Would you print the whole listing again, exactly?

Material for the task ->
--

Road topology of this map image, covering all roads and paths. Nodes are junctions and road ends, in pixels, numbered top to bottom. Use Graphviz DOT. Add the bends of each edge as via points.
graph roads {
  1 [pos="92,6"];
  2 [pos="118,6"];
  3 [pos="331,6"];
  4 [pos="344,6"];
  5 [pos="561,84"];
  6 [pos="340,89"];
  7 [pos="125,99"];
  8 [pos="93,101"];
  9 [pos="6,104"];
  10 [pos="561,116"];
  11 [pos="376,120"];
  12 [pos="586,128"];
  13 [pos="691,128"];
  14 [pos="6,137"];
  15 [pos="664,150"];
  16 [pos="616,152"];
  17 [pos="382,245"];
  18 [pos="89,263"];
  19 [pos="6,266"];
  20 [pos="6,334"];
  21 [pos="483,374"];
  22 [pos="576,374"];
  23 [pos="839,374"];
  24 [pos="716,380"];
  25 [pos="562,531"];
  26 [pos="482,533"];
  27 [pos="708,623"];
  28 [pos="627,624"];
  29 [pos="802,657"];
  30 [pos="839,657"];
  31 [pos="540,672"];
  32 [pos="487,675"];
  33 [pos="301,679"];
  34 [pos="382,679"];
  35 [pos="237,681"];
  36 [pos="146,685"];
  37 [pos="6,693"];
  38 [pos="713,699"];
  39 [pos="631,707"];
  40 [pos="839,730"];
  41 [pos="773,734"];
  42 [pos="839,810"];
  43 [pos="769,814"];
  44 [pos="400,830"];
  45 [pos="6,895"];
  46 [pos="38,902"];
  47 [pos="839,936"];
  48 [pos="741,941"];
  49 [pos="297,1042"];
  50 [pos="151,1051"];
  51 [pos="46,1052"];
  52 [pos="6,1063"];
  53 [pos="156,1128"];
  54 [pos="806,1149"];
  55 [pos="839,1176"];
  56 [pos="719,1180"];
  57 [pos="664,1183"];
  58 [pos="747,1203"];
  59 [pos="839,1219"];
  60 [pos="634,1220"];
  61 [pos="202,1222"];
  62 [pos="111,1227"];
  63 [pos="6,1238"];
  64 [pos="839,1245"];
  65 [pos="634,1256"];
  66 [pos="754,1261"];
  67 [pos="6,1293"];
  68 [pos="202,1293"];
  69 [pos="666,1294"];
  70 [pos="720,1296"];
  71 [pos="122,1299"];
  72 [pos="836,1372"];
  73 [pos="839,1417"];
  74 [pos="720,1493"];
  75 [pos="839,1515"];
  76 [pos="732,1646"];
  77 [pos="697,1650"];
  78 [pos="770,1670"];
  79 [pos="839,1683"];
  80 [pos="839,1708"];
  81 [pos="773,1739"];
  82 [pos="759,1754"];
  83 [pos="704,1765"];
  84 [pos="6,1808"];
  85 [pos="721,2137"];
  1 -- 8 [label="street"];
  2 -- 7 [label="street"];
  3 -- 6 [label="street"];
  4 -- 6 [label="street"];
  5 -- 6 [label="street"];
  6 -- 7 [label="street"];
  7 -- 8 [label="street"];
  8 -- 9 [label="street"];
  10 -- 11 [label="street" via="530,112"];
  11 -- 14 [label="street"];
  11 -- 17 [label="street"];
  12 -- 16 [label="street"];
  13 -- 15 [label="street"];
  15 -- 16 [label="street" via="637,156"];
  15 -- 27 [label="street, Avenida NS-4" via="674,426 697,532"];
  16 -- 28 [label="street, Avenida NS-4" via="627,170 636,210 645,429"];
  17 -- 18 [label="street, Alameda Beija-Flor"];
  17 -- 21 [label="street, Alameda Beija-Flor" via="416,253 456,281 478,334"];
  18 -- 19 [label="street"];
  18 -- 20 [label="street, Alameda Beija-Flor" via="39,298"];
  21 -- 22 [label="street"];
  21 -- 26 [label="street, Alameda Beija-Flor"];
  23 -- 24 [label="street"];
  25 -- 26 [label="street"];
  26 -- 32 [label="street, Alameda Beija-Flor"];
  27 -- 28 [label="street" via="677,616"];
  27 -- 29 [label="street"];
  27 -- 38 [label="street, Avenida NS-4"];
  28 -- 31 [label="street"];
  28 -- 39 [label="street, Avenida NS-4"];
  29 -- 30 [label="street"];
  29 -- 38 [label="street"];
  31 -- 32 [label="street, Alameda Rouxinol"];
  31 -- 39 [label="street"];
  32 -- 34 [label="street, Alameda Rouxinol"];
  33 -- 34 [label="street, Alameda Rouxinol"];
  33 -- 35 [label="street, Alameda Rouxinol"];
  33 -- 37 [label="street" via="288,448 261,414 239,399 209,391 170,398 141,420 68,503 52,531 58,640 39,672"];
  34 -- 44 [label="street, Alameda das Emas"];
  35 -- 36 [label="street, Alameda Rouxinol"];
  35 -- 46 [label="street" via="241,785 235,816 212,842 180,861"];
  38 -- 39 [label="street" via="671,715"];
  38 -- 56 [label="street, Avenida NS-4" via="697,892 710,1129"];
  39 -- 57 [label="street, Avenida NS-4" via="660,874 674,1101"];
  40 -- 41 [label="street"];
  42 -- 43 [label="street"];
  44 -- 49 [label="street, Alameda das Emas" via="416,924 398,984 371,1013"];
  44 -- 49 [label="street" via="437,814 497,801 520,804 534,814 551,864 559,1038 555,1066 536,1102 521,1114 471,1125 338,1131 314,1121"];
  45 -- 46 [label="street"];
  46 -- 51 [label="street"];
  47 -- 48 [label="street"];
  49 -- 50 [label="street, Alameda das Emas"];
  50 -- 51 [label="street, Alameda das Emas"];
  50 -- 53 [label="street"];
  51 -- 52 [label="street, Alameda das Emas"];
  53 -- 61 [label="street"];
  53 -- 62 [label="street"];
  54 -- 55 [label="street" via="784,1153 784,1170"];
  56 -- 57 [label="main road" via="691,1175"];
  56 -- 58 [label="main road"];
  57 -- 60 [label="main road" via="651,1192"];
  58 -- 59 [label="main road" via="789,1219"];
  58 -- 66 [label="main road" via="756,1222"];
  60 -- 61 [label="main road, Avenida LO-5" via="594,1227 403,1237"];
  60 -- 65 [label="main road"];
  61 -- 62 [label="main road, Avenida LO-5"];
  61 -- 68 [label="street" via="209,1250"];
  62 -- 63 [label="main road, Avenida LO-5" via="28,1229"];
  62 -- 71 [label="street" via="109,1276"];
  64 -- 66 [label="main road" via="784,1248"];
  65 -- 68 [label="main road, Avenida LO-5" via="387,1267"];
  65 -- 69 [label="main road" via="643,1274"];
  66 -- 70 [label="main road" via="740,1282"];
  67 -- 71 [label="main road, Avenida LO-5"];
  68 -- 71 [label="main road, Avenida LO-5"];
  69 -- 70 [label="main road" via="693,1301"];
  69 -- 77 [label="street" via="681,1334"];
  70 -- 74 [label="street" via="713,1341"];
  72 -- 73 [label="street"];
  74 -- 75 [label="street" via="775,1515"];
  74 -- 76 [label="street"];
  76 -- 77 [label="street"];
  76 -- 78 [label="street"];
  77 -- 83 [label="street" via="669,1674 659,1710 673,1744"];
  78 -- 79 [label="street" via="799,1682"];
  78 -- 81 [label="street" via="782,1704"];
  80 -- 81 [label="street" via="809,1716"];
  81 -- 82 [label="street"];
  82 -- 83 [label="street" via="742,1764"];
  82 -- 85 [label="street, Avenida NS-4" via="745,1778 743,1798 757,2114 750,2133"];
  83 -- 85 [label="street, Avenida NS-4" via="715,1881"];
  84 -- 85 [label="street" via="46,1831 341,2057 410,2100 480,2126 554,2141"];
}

--

Exercise result ->
Road topology of this map image, covering all roads and paths. Nodes are junctions and road ends, in pixels, numbered top to bottom. Use Graphviz DOT. Add the bends of each edge as via points.
graph roads {
  1 [pos="92,6"];
  2 [pos="118,6"];
  3 [pos="331,6"];
  4 [pos="344,6"];
  5 [pos="561,84"];
  6 [pos="340,89"];
  7 [pos="125,99"];
  8 [pos="93,101"];
  9 [pos="6,104"];
  10 [pos="561,116"];
  11 [pos="376,120"];
  12 [pos="586,128"];
  13 [pos="691,128"];
  14 [pos="6,137"];
  15 [pos="664,150"];
  16 [pos="616,152"];
  17 [pos="382,245"];
  18 [pos="89,263"];
  19 [pos="6,266"];
  20 [pos="6,334"];
  21 [pos="483,374"];
  22 [pos="576,374"];
  23 [pos="839,374"];
  24 [pos="716,380"];
  25 [pos="562,531"];
  26 [pos="482,533"];
  27 [pos="708,623"];
  28 [pos="627,624"];
  29 [pos="802,657"];
  30 [pos="839,657"];
  31 [pos="540,672"];
  32 [pos="487,675"];
  33 [pos="301,679"];
  34 [pos="382,679"];
  35 [pos="237,681"];
  36 [pos="146,685"];
  37 [pos="6,693"];
  38 [pos="713,699"];
  39 [pos="631,707"];
  40 [pos="839,730"];
  41 [pos="773,734"];
  42 [pos="839,810"];
  43 [pos="769,814"];
  44 [pos="400,830"];
  45 [pos="6,895"];
  46 [pos="38,902"];
  47 [pos="839,936"];
  48 [pos="741,941"];
  49 [pos="297,1042"];
  50 [pos="151,1051"];
  51 [pos="46,1052"];
  52 [pos="6,1063"];
  53 [pos="156,1128"];
  54 [pos="806,1149"];
  55 [pos="839,1176"];
  56 [pos="719,1180"];
  57 [pos="664,1183"];
  58 [pos="747,1203"];
  59 [pos="839,1219"];
  60 [pos="634,1220"];
  61 [pos="202,1222"];
  62 [pos="111,1227"];
  63 [pos="6,1238"];
  64 [pos="839,1245"];
  65 [pos="634,1256"];
  66 [pos="754,1261"];
  67 [pos="6,1293"];
  68 [pos="202,1293"];
  69 [pos="666,1294"];
  70 [pos="720,1296"];
  71 [pos="122,1299"];
  72 [pos="836,1372"];
  73 [pos="839,1417"];
  74 [pos="720,1493"];
  75 [pos="839,1515"];
  76 [pos="732,1646"];
  77 [pos="697,1650"];
  78 [pos="770,1670"];
  79 [pos="839,1683"];
  80 [pos="839,1708"];
  81 [pos="773,1739"];
  82 [pos="759,1754"];
  83 [pos="704,1765"];
  84 [pos="6,1808"];
  85 [pos="721,2137"];
  1 -- 8 [label="street"];
  2 -- 7 [label="street"];
  3 -- 6 [label="street"];
  4 -- 6 [label="street"];
  5 -- 6 [label="street"];
  6 -- 7 [label="street"];
  7 -- 8 [label="street"];
  8 -- 9 [label="street"];
  10 -- 11 [label="street" via="530,112"];
  11 -- 14 [label="street"];
  11 -- 17 [label="street"];
  12 -- 16 [label="street"];
  13 -- 15 [label="street"];
  15 -- 16 [label="street" via="637,156"];
  15 -- 27 [label="street, Avenida NS-4" via="674,426 697,532"];
  16 -- 28 [label="street, Avenida NS-4" via="627,170 636,210 645,429"];
  17 -- 18 [label="street, Alameda Beija-Flor"];
  17 -- 21 [label="street, Alameda Beija-Flor" via="416,253 456,281 478,334"];
  18 -- 19 [label="street"];
  18 -- 20 [label="street, Alameda Beija-Flor" via="39,298"];
  21 -- 22 [label="street"];
  21 -- 26 [label="street, Alameda Beija-Flor"];
  23 -- 24 [label="street"];
  25 -- 26 [label="street"];
  26 -- 32 [label="street, Alameda Beija-Flor"];
  27 -- 28 [label="street" via="677,616"];
  27 -- 29 [label="street"];
  27 -- 38 [label="street, Avenida NS-4"];
  28 -- 31 [label="street"];
  28 -- 39 [label="street, Avenida NS-4"];
  29 -- 30 [label="street"];
  29 -- 38 [label="street"];
  31 -- 32 [label="street, Alameda Rouxinol"];
  31 -- 39 [label="street"];
  32 -- 34 [label="street, Alameda Rouxinol"];
  33 -- 34 [label="street, Alameda Rouxinol"];
  33 -- 35 [label="street, Alameda Rouxinol"];
  33 -- 37 [label="street" via="288,448 261,414 239,399 209,391 170,398 141,420 68,503 52,531 58,640 39,672"];
  34 -- 44 [label="street, Alameda das Emas"];
  35 -- 36 [label="street, Alameda Rouxinol"];
  35 -- 46 [label="street" via="241,785 235,816 212,842 180,861"];
  38 -- 39 [label="street" via="671,715"];
  38 -- 56 [label="street, Avenida NS-4" via="697,892 710,1129"];
  39 -- 57 [label="street, Avenida NS-4" via="660,874 674,1101"];
  40 -- 41 [label="street"];
  42 -- 43 [label="street"];
  44 -- 49 [label="street, Alameda das Emas" via="416,924 398,984 371,1013"];
  44 -- 49 [label="street" via="437,814 497,801 520,804 534,814 551,864 559,1038 555,1066 536,1102 521,1114 471,1125 338,1131 314,1121"];
  45 -- 46 [label="street"];
  46 -- 51 [label="street"];
  47 -- 48 [label="street"];
  49 -- 50 [label="street, Alameda das Emas"];
  50 -- 51 [label="street, Alameda das Emas"];
  50 -- 53 [label="street"];
  51 -- 52 [label="street, Alameda das Emas"];
  53 -- 61 [label="street"];
  53 -- 62 [label="street"];
  54 -- 55 [label="street" via="784,1153 784,1170"];
  56 -- 57 [label="main road" via="691,1175"];
  56 -- 58 [label="main road"];
  57 -- 60 [label="main road" via="651,1192"];
  58 -- 59 [label="main road" via="789,1219"];
  58 -- 66 [label="main road" via="756,1222"];
  60 -- 61 [label="main road, Avenida LO-5" via="594,1227 403,1237"];
  60 -- 65 [label="main road"];
  61 -- 62 [label="main road, Avenida LO-5"];
  61 -- 68 [label="street" via="209,1250"];
  62 -- 63 [label="main road, Avenida LO-5" via="28,1229"];
  62 -- 71 [label="street" via="109,1276"];
  64 -- 66 [label="main road" via="784,1248"];
  65 -- 68 [label="main road, Avenida LO-5" via="387,1267"];
  65 -- 69 [label="main road" via="643,1274"];
  66 -- 70 [label="main road" via="740,1282"];
  67 -- 71 [label="main road, Avenida LO-5"];
  68 -- 71 [label="main road, Avenida LO-5"];
  69 -- 70 [label="main road" via="693,1301"];
  69 -- 77 [label="street" via="681,1334"];
  70 -- 74 [label="street" via="713,1341"];
  72 -- 73 [label="street"];
  74 -- 75 [label="street" via="775,1515"];
  74 -- 76 [label="street"];
  76 -- 77 [label="street"];
  76 -- 78 [label="street"];
  77 -- 83 [label="street" via="669,1674 659,1710 673,1744"];
  78 -- 79 [label="street" via="799,1682"];
  78 -- 81 [label="street" via="782,1704"];
  80 -- 81 [label="street" via="809,1716"];
  81 -- 82 [label="street"];
  82 -- 83 [label="street" via="742,1764"];
  82 -- 85 [label="street, Avenida NS-4" via="745,1778 743,1798 757,2114 750,2133"];
  83 -- 85 [label="street, Avenida NS-4" via="715,1881"];
  84 -- 85 [label="street" via="46,1831 341,2057 410,2100 480,2126 554,2141"];
}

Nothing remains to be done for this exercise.